Le Paradoxe de John, la pièce de Philippe Quesne qui se joue actuellement au Théâtre de la Bastille, semble redonner un sens nouveau à l'expression "pour la galerie", même si ici, ouf, il n'est pas question d' "épate", mais de "main à la pâte".
Oui, car dans cette pièce, au sens littéral, la scène est la galerie et la galerie la scène. Une galerie d'art, faut-il préciser, encore en travaux, en recherche, qu'une galeriste/gardienne du temple – le lieu était auparavant l'appartement d'un certain Serge où ce dernier donnait de mini-performances – a réagencé et ouvre aux bonnes volontés d'artistes invités. Cette galerie est alors investie par un trio, qui va s'en emparer, se saisir de tout ce qui s'y trouve (plus quelques accessoires qu'ils ont apportés), vite rejoints par un artiste en résidence. Ce dispositif va permettre à des matériaux d'être animés, façonnés, mis en scène, déplacés, détournés de leur usage, réinventés… Le collectif s'invente dans des gestuels, l'art s'invite dans l'aléatoire: créer comme on danse, marche, se couche…
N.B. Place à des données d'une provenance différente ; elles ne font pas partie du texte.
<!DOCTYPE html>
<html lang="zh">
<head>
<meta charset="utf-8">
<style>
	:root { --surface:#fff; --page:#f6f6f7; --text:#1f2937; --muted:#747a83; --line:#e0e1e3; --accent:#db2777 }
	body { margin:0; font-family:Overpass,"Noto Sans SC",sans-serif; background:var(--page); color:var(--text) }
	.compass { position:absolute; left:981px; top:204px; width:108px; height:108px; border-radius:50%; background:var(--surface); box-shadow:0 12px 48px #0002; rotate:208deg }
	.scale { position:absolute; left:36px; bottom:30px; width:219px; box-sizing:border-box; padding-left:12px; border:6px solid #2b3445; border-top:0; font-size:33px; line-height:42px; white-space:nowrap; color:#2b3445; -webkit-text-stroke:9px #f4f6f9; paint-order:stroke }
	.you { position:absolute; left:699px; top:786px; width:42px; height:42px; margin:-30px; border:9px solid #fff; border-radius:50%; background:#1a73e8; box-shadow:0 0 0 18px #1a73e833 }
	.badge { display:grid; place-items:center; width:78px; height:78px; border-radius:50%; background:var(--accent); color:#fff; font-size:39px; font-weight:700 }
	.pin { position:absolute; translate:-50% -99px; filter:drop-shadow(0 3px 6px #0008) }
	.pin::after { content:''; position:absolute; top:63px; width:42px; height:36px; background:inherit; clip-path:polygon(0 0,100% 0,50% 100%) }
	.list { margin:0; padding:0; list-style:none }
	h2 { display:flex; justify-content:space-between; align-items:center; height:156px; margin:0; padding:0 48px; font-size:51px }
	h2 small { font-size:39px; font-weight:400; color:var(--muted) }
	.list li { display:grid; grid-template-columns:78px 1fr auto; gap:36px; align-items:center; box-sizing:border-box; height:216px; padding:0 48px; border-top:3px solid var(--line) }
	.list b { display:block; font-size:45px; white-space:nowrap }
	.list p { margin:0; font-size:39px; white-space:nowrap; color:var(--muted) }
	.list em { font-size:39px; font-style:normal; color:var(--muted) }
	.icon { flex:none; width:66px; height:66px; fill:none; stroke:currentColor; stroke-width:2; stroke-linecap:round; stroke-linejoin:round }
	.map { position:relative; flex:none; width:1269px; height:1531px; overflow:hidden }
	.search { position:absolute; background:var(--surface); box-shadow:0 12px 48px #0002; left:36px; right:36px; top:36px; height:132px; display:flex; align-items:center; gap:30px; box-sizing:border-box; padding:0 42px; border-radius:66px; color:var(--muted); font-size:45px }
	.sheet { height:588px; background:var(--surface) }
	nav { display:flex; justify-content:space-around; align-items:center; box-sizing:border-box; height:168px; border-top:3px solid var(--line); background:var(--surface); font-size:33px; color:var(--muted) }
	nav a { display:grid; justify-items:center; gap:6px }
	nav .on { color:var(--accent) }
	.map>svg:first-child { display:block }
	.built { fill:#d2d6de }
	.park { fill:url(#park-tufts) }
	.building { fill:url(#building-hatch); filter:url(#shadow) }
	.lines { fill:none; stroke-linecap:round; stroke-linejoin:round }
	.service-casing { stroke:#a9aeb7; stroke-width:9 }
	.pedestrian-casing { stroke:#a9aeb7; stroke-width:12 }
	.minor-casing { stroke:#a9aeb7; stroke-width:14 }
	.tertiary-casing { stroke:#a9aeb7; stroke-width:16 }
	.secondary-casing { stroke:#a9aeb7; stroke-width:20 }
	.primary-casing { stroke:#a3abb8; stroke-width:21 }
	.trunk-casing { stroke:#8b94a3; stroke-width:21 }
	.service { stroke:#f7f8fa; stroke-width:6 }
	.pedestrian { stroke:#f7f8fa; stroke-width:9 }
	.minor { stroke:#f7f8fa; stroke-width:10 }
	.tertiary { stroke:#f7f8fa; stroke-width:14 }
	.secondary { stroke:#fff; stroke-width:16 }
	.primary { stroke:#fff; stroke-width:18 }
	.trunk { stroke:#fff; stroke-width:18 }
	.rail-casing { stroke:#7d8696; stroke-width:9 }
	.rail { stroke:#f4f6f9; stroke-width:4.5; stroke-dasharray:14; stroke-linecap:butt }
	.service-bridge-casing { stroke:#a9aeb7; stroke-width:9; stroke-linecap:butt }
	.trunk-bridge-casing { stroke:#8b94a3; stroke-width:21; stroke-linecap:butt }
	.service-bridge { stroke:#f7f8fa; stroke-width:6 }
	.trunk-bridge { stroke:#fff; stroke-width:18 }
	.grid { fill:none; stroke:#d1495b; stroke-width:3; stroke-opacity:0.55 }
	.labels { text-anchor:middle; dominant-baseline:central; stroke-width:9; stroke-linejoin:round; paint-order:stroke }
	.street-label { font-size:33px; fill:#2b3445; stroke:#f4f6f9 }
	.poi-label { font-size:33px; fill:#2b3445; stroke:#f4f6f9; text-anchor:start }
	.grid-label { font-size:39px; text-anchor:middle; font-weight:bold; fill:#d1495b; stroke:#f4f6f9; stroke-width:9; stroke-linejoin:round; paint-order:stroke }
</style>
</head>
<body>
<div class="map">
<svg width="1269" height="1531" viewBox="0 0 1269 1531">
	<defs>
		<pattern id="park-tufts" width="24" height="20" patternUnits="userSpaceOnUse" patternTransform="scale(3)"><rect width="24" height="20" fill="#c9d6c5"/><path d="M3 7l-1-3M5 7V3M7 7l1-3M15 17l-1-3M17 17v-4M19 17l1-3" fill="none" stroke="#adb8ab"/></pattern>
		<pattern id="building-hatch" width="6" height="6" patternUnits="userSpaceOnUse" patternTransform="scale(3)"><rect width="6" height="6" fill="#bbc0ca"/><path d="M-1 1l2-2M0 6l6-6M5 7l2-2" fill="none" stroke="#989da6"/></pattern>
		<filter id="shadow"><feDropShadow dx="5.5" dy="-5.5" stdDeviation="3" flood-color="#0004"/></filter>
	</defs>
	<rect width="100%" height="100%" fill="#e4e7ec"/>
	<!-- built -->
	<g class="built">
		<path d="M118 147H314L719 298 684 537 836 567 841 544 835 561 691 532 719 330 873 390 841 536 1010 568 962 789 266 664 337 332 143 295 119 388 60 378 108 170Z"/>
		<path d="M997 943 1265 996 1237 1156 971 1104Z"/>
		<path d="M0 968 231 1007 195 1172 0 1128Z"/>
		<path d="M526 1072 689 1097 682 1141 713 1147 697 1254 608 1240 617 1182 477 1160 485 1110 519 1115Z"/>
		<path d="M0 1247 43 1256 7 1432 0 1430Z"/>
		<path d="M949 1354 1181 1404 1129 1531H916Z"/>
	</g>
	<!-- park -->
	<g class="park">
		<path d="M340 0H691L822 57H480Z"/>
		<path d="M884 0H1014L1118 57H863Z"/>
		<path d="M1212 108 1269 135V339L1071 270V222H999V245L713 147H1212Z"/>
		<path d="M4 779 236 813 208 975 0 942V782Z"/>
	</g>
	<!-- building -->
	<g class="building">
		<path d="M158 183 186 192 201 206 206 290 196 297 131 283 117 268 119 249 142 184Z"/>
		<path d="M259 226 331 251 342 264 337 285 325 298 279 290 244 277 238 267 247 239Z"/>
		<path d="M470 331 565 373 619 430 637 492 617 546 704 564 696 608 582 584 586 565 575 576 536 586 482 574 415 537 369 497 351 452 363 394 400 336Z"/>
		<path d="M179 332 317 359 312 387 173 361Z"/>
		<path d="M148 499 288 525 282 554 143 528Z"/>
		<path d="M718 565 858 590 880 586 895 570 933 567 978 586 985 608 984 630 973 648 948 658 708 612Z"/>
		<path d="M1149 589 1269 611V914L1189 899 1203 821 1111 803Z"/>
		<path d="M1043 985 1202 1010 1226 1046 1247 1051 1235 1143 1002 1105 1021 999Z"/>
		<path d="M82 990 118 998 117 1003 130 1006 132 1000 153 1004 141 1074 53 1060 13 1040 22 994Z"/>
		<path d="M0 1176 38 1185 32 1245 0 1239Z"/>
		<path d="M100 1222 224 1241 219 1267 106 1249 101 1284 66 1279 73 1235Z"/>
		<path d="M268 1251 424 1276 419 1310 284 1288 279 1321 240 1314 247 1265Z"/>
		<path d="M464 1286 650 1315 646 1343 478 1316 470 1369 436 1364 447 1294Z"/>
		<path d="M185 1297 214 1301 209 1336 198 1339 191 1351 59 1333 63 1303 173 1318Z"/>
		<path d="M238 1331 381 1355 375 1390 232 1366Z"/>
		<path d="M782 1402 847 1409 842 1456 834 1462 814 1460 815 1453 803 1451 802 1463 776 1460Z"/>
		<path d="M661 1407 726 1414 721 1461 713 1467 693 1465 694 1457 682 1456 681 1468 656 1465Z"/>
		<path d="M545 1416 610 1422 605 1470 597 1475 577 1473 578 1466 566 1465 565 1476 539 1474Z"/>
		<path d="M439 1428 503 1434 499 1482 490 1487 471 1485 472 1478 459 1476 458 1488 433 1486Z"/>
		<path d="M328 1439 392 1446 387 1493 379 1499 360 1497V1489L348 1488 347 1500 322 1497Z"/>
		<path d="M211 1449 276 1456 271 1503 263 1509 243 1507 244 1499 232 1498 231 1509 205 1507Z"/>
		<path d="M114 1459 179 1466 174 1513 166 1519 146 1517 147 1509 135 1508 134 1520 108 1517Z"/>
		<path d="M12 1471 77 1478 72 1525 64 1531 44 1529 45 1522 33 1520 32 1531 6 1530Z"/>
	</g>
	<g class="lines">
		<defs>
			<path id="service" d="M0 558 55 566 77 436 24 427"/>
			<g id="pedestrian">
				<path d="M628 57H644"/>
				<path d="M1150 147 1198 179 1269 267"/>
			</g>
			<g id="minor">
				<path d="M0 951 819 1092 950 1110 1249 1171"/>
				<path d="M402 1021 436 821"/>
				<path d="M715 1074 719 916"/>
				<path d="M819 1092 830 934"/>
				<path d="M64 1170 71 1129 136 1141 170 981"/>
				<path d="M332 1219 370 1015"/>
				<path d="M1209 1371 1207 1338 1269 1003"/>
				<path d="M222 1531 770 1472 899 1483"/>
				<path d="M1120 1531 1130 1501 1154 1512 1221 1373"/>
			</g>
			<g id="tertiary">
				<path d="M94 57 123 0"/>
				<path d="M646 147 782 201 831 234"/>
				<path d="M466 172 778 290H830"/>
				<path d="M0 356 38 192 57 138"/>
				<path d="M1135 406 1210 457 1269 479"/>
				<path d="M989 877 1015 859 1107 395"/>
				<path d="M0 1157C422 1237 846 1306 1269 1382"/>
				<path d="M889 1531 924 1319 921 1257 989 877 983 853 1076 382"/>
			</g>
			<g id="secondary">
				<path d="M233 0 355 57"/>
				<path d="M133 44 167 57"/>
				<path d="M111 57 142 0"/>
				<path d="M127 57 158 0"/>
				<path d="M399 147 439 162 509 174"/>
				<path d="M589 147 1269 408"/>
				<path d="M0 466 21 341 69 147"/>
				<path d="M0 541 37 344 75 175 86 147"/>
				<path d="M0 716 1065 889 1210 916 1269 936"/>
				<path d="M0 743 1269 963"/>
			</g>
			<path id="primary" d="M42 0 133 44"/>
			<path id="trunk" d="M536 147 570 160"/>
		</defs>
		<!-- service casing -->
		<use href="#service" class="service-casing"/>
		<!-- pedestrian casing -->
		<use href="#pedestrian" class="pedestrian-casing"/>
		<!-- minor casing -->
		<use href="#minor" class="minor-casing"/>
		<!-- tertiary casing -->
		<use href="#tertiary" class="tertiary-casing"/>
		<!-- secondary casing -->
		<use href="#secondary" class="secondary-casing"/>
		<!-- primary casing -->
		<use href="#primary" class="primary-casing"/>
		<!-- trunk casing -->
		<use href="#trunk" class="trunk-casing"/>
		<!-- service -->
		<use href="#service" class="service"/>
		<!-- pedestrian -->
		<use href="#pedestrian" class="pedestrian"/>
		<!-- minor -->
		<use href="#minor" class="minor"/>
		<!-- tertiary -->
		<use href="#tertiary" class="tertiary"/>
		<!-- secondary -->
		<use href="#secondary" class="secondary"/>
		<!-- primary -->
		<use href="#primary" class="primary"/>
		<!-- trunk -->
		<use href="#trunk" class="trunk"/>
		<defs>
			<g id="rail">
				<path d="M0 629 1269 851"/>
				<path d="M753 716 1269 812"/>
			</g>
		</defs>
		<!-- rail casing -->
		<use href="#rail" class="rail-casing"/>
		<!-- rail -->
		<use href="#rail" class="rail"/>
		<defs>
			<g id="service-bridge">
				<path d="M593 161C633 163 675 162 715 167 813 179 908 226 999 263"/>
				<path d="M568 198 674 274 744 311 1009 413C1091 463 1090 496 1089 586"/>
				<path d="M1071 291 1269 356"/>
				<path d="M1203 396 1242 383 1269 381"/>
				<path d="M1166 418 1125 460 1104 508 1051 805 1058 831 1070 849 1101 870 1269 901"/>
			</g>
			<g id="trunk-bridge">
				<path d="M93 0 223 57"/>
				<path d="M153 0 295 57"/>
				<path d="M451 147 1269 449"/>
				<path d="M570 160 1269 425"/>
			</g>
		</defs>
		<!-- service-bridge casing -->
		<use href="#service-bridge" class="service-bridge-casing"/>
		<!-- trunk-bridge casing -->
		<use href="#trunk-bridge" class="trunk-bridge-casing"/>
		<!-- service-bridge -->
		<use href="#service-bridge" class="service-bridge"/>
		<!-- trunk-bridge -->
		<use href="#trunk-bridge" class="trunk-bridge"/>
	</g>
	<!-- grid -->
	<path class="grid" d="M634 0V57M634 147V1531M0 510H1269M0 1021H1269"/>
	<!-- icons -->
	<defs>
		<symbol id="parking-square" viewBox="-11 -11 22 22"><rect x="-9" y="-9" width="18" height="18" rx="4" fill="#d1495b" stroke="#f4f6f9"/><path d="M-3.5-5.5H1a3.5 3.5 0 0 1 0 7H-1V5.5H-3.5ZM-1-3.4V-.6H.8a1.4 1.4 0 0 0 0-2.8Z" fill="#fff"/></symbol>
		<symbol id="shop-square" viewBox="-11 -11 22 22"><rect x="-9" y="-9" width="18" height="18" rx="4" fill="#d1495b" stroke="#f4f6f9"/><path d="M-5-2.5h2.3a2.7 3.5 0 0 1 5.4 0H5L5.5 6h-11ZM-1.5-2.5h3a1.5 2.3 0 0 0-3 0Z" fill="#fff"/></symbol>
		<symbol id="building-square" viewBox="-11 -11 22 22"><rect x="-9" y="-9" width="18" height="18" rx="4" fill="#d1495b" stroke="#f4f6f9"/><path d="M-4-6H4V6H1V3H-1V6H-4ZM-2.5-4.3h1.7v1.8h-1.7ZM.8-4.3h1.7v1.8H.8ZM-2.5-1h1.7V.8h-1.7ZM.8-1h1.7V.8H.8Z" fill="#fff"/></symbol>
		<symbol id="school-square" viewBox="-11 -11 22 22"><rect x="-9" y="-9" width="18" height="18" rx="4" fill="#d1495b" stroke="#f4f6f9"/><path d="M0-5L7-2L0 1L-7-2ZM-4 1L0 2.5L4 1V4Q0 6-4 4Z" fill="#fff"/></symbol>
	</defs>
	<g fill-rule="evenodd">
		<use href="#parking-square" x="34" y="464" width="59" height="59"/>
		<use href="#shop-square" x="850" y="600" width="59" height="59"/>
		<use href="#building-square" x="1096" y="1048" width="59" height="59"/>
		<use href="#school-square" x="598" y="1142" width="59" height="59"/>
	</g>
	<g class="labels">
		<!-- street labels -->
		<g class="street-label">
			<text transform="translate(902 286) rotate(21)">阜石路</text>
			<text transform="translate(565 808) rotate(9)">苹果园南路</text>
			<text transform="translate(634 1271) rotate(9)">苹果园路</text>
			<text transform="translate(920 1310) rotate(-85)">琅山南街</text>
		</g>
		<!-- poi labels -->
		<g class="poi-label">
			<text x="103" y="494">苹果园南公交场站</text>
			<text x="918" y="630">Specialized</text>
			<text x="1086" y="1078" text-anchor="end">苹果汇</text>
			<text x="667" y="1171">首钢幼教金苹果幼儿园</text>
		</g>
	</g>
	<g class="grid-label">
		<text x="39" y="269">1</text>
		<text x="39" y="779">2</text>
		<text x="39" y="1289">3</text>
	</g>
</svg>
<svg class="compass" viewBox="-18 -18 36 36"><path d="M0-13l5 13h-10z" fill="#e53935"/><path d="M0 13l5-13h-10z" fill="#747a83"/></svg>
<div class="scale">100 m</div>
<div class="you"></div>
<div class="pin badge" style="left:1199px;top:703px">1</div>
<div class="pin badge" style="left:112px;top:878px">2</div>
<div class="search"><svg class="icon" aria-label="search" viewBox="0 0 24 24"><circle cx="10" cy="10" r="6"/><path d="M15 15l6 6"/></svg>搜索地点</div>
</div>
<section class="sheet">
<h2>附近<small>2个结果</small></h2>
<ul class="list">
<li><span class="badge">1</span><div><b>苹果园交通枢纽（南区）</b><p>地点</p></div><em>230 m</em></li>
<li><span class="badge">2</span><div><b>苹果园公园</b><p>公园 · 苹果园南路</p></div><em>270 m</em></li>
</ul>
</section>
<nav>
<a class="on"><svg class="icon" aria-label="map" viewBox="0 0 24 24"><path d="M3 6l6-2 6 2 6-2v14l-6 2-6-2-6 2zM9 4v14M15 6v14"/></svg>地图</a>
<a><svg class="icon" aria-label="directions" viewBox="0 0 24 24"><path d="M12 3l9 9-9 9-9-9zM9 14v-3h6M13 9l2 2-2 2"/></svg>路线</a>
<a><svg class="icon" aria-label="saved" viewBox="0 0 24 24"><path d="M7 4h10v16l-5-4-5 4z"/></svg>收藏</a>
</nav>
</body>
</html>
Ce qui frappe dans la pièce de Quesne, outre l'infiltration de textes de Laura Vazquez qui défilent sur des écrans rectangulaires, c'est le parti pris de la douceur, de la fluidité. Si créer des formes est souvent associé à une idée de violence, ici c'est tout l'inverse, deux hommes et deux femmes créent des structures-moments dans un état mental et physique serein, où l'hésitation devient patience, le doute réflexion, le geste possibilité. Il ne s'agit pas, comme on s'en rend vite compte, de moquer l'art contemporain ou le monde des galeries – la part moqueuse est, subtilement, laissé à la charge du spectateur… –, mais de scénographier la naissance de formes: transformer un rectangle de lino en couverture (ou linceul) ou le plisser en stèle fracturée ; faire d'un amas de mousse figé une coiffe, une tunique, une sculpture; se mêler à des statues-spectres et s'oublier dans une danse cathartique; faire des fumigènes un brouillard-ami. Les gestes et les intentions entrent en danse, et peu importe l'œuvre achevée, on sait qu'elle n'est qu'une épiphanie d'un soir, éphémère en un lieu privé, son sens est en devenir, l'important étant ici de faire corps avec ce qu'on a, de devenir soi-même un élément connecté à un autre élément, et ce afin d'insuffler une vie autre à un tout: la galerie.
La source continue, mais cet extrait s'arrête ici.